Start of Source material
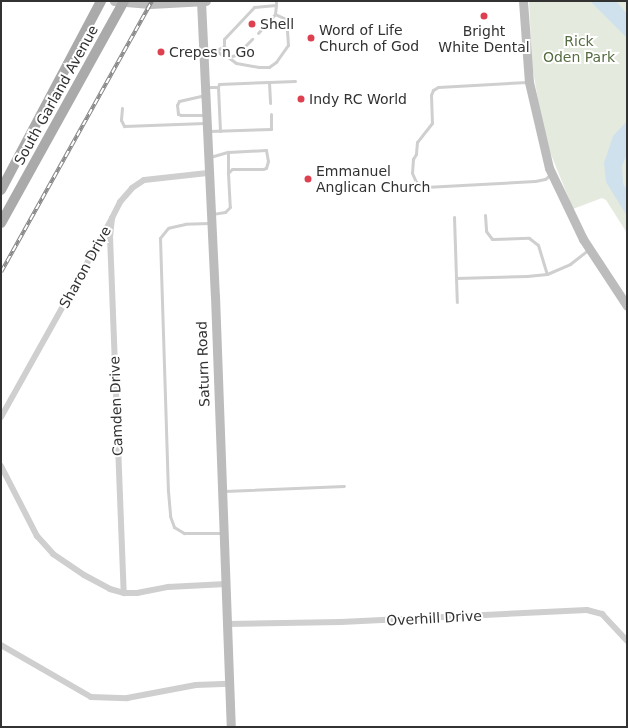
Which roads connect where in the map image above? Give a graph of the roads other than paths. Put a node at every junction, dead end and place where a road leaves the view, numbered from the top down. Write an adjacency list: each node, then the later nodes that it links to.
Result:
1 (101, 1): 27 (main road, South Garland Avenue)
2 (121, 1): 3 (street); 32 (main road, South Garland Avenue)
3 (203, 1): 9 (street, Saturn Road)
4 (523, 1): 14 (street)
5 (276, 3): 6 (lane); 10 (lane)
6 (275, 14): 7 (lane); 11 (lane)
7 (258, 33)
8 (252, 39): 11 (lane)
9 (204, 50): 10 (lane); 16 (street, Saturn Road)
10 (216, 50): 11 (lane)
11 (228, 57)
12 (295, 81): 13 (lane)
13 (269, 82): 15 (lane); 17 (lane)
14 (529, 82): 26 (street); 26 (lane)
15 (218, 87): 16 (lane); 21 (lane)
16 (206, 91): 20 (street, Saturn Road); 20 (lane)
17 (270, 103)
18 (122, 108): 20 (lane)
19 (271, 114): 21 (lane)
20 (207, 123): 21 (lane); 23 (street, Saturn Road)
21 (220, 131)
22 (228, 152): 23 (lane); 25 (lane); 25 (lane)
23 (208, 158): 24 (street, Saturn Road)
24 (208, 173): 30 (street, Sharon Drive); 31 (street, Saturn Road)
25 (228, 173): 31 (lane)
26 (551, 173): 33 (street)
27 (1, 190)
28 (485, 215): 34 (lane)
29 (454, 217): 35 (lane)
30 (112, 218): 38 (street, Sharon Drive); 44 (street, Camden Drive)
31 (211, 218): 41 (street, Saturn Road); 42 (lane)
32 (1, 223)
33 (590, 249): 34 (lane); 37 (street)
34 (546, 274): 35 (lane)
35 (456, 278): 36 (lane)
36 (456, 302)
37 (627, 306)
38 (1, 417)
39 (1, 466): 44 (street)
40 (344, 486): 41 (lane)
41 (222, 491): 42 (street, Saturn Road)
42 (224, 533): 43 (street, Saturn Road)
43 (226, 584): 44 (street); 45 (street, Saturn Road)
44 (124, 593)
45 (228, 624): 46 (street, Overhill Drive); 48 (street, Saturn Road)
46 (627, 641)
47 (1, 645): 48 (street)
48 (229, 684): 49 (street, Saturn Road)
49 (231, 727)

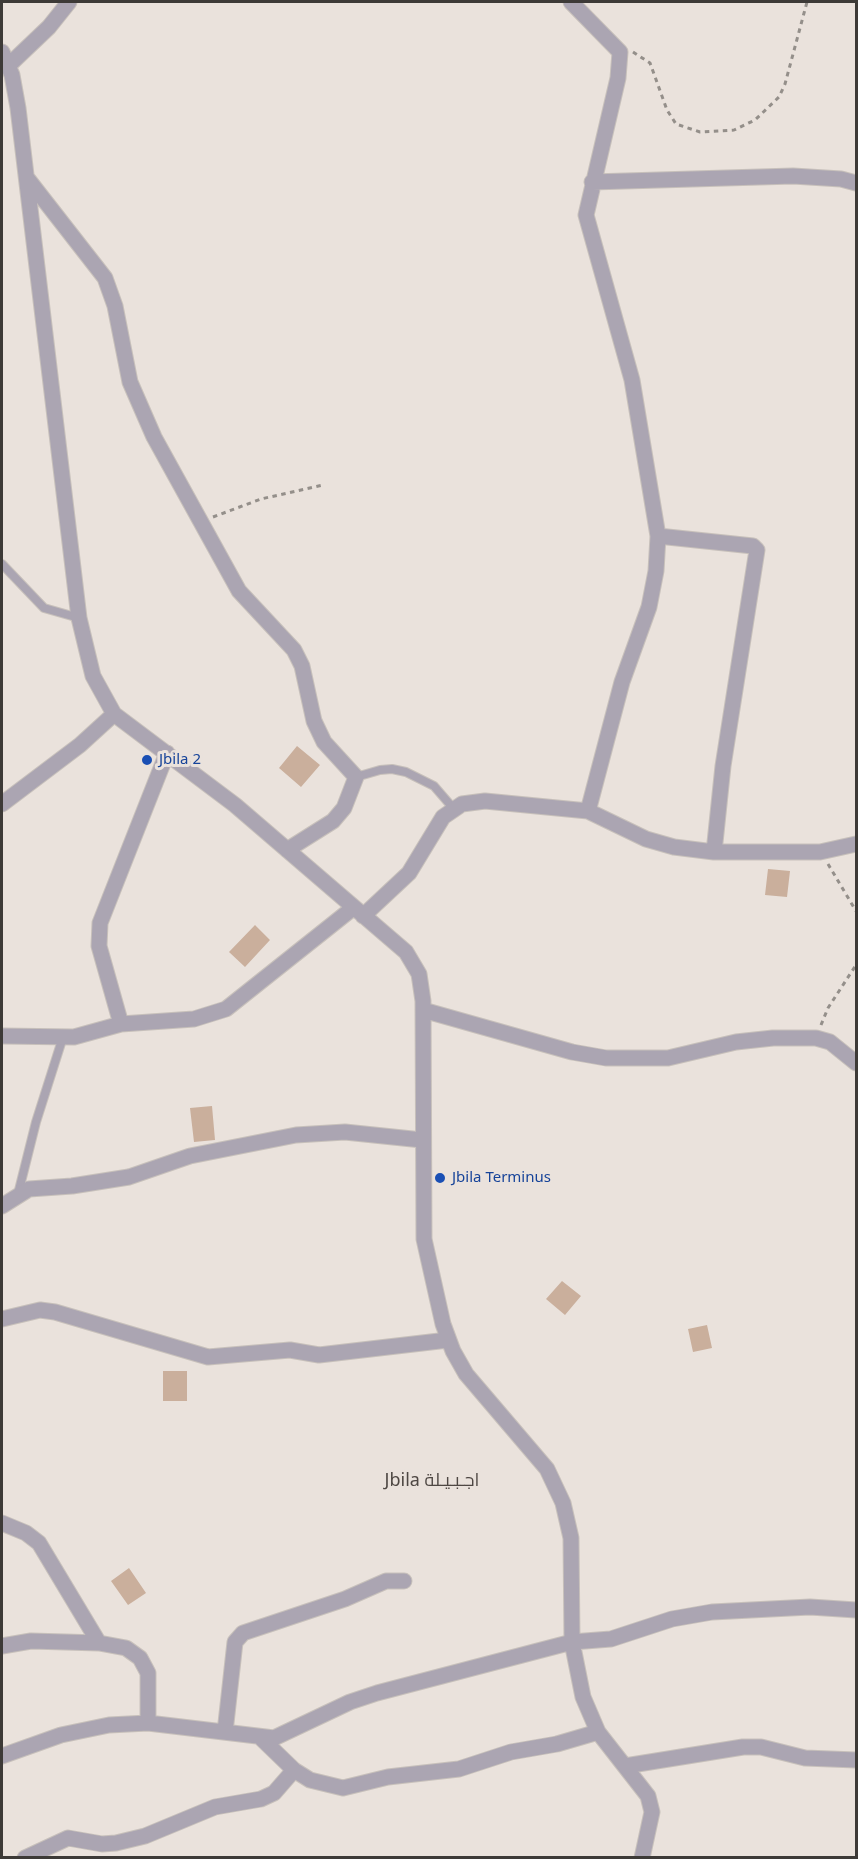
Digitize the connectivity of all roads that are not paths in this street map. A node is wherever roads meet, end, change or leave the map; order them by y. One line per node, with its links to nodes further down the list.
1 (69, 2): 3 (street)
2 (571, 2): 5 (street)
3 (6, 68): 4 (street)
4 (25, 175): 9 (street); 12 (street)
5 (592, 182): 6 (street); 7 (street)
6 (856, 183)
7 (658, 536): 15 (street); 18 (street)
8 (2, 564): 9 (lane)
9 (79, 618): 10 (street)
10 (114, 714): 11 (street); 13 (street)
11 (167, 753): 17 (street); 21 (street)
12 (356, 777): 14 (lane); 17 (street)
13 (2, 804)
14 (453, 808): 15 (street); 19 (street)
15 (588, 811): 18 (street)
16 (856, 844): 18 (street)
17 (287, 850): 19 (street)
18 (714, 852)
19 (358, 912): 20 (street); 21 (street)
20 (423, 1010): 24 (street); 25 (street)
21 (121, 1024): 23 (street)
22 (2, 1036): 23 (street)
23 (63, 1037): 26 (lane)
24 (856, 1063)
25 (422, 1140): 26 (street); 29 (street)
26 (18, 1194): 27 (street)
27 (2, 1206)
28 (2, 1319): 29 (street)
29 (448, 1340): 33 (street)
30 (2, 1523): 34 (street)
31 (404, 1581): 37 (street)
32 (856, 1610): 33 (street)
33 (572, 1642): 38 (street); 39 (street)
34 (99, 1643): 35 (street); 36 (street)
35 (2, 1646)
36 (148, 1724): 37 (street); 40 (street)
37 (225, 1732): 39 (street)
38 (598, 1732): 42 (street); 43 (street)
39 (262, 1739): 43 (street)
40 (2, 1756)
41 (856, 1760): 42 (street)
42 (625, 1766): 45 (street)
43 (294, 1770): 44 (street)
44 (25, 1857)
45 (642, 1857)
End of Source material
Start of Source material
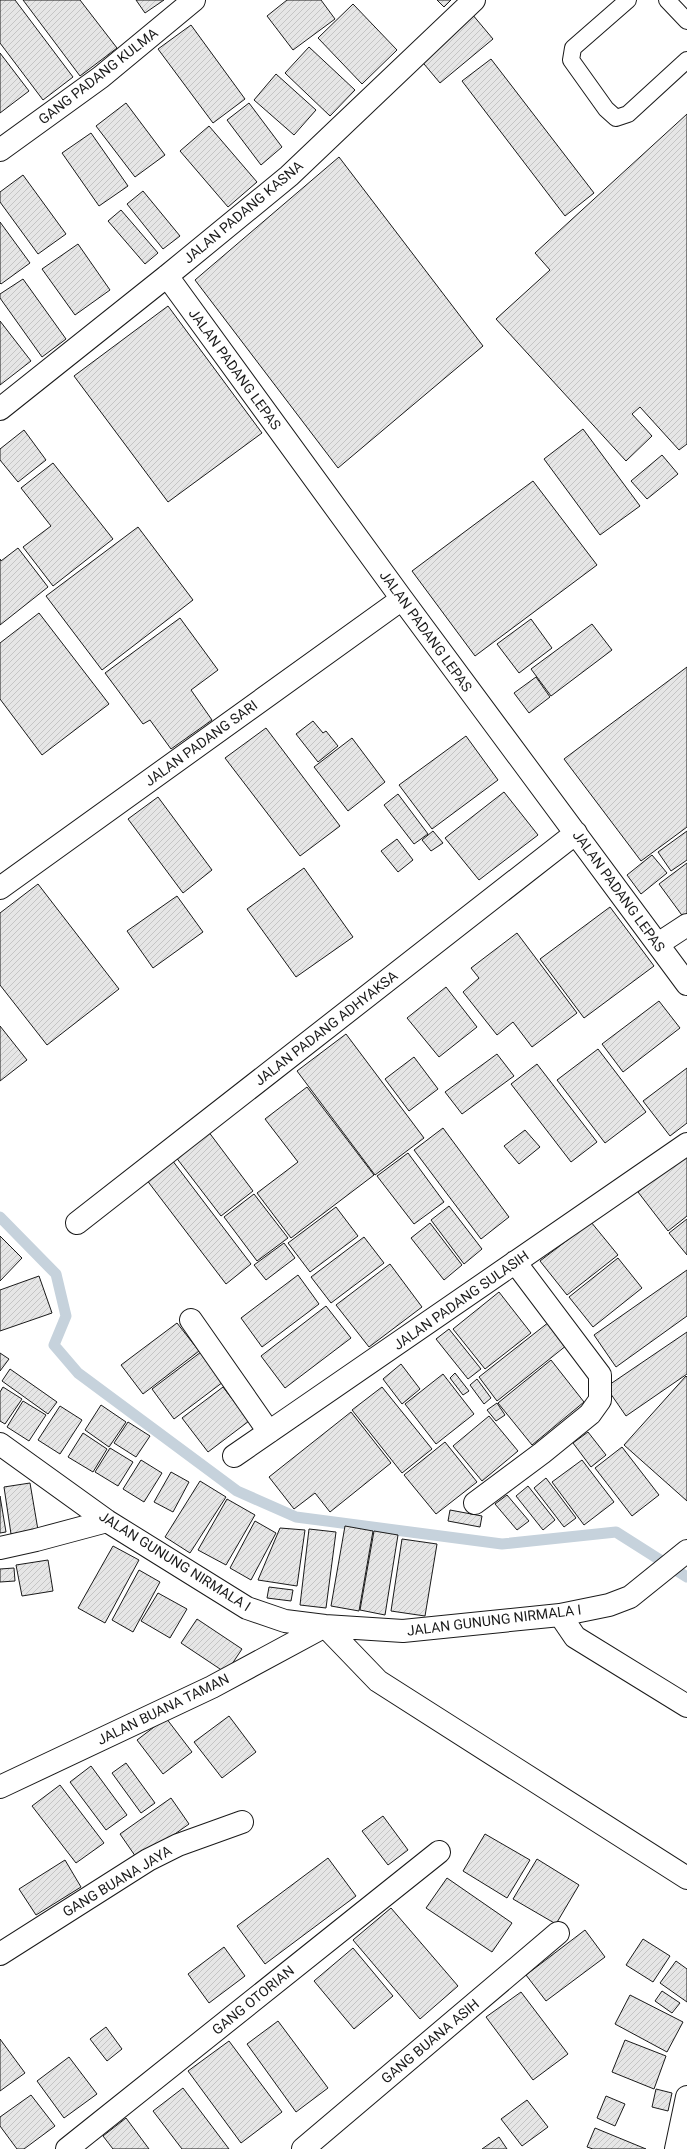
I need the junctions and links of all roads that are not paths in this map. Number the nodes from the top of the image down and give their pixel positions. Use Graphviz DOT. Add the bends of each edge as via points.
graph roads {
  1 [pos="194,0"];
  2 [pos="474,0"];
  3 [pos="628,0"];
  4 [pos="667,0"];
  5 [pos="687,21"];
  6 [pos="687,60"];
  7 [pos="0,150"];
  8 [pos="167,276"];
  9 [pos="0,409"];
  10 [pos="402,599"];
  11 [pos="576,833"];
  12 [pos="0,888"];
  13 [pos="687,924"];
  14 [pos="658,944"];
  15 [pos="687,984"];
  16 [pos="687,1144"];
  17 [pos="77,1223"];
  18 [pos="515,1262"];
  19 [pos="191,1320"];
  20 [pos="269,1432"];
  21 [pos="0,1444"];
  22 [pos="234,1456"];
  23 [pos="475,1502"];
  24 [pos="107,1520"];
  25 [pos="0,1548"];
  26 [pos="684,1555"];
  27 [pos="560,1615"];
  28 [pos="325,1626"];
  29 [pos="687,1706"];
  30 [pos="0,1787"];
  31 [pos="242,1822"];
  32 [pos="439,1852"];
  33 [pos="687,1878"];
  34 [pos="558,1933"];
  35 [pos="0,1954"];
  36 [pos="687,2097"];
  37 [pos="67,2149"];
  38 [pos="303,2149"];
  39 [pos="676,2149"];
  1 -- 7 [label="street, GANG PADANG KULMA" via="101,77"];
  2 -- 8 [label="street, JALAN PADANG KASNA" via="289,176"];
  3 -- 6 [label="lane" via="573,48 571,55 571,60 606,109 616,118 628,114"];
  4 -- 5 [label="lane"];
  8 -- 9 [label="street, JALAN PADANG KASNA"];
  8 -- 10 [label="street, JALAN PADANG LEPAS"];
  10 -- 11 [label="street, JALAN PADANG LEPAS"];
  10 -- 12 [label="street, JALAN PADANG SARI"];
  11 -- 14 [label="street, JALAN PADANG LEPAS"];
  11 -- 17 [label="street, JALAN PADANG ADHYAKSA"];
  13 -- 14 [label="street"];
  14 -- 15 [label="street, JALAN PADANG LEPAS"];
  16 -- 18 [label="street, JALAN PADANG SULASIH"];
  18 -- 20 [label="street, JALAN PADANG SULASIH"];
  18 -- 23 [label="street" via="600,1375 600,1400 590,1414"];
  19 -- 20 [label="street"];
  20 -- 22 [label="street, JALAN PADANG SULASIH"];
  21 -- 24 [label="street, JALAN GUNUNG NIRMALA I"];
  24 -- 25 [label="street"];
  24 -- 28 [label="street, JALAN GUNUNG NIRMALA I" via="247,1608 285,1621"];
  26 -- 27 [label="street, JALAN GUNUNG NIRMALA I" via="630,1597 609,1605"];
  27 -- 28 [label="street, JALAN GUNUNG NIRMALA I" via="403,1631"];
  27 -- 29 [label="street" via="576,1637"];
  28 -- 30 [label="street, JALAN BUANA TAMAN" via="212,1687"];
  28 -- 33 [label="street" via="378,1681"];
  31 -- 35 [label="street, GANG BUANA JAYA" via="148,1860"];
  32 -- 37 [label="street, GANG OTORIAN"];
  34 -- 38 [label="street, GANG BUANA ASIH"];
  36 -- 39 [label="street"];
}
End of Source material
Start of Source material
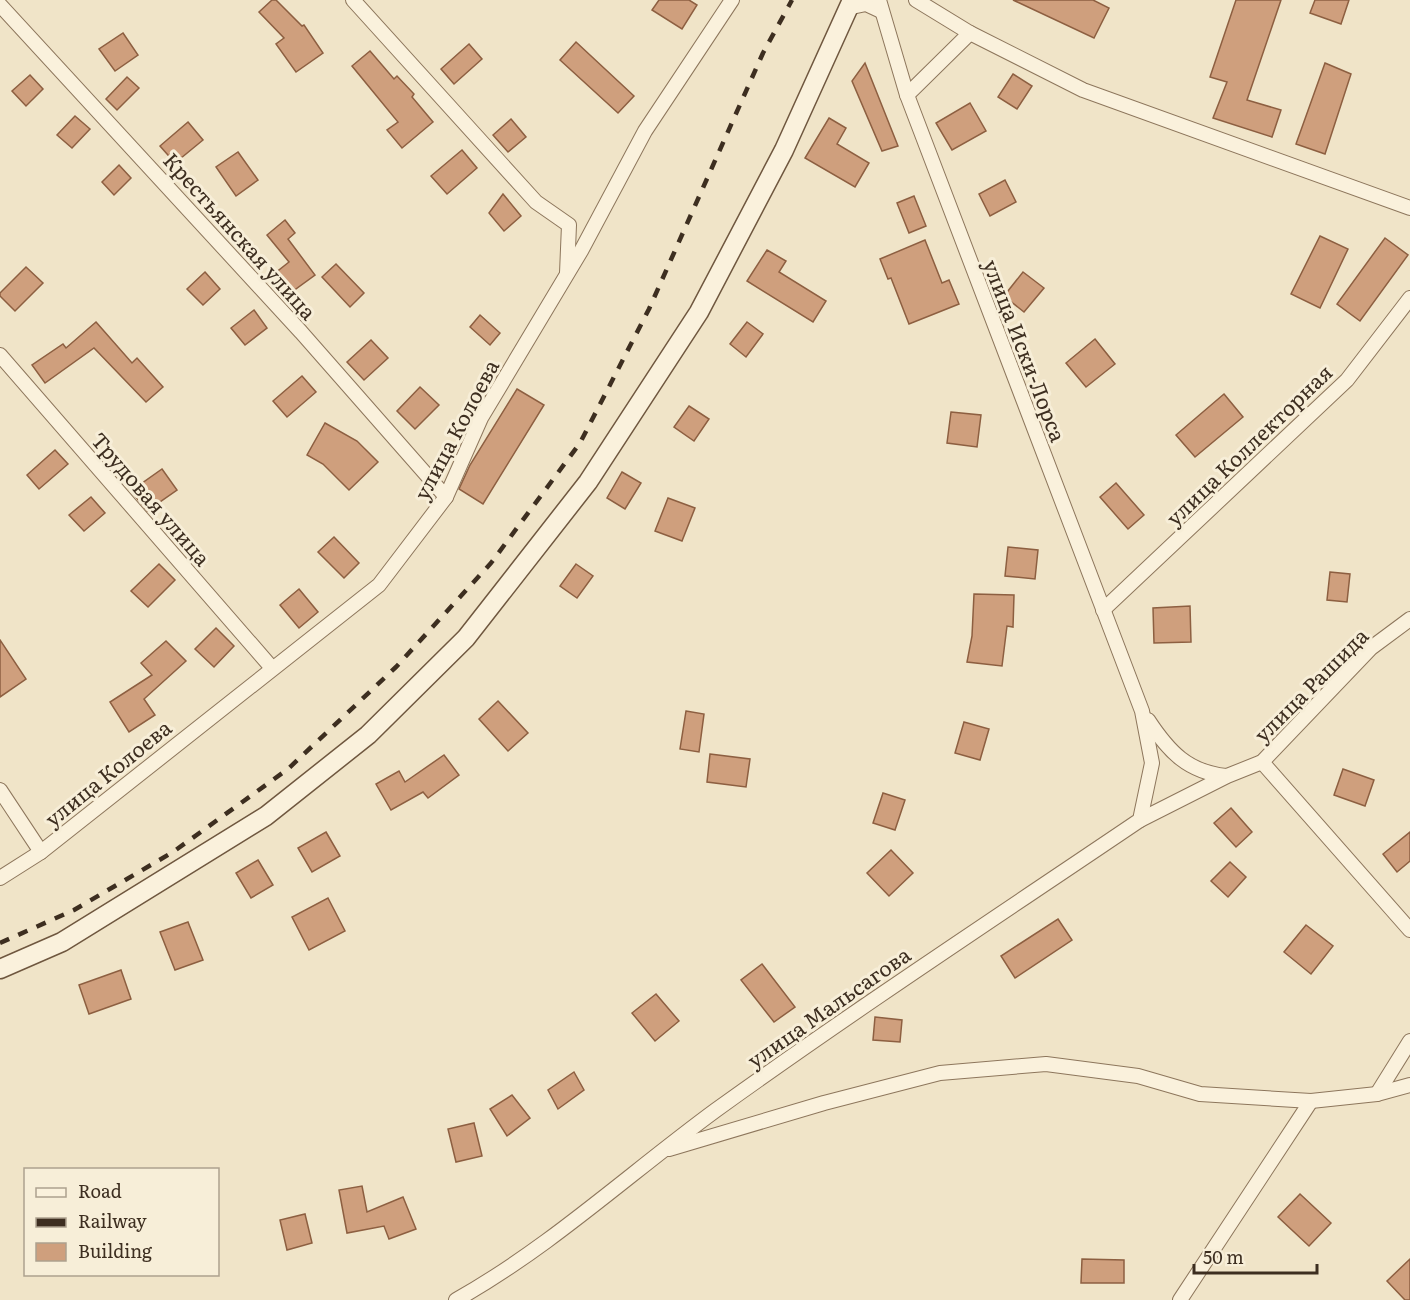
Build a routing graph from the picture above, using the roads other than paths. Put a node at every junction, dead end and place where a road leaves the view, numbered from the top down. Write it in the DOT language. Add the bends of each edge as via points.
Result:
End of Source material
Copy whichever lines above contain the string "Write".

■ Problem solution ■
Which roads connect where in the map image above? Give a graph of the roads other than paths. Put a node at every junction, dead end and place where a road leaves the view, numbered from the top down. Write an adjacency list: each node, then the later nodes that it links to.
Build a routing graph from the picture above, using the roads other than paths. Put a node at every junction, dead end and place where a road leaves the view, numbered from the top down. Write it in the DOT language. Add the bends of each edge as via points.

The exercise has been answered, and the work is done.